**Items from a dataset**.
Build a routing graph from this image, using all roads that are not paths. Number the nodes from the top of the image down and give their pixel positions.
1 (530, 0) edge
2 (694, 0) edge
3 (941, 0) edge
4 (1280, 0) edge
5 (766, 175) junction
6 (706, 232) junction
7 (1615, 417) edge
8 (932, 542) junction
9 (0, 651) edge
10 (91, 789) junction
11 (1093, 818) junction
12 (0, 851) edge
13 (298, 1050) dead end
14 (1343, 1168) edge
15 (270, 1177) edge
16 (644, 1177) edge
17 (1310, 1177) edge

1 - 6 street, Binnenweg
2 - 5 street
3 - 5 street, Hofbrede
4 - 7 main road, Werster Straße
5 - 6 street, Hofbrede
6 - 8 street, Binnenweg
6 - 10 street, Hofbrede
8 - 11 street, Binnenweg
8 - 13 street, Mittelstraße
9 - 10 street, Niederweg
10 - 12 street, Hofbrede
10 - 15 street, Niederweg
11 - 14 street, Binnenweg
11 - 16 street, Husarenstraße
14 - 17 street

**Your task**. Write the entries above out again, unchanged and complete.

**Response**.
Build a routing graph from this image, using all roads that are not paths. Number the nodes from the top of the image down and give their pixel positions.
1 (530, 0) edge
2 (694, 0) edge
3 (941, 0) edge
4 (1280, 0) edge
5 (766, 175) junction
6 (706, 232) junction
7 (1615, 417) edge
8 (932, 542) junction
9 (0, 651) edge
10 (91, 789) junction
11 (1093, 818) junction
12 (0, 851) edge
13 (298, 1050) dead end
14 (1343, 1168) edge
15 (270, 1177) edge
16 (644, 1177) edge
17 (1310, 1177) edge

1 - 6 street, Binnenweg
2 - 5 street
3 - 5 street, Hofbrede
4 - 7 main road, Werster Straße
5 - 6 street, Hofbrede
6 - 8 street, Binnenweg
6 - 10 street, Hofbrede
8 - 11 street, Binnenweg
8 - 13 street, Mittelstraße
9 - 10 street, Niederweg
10 - 12 street, Hofbrede
10 - 15 street, Niederweg
11 - 14 street, Binnenweg
11 - 16 street, Husarenstraße
14 - 17 street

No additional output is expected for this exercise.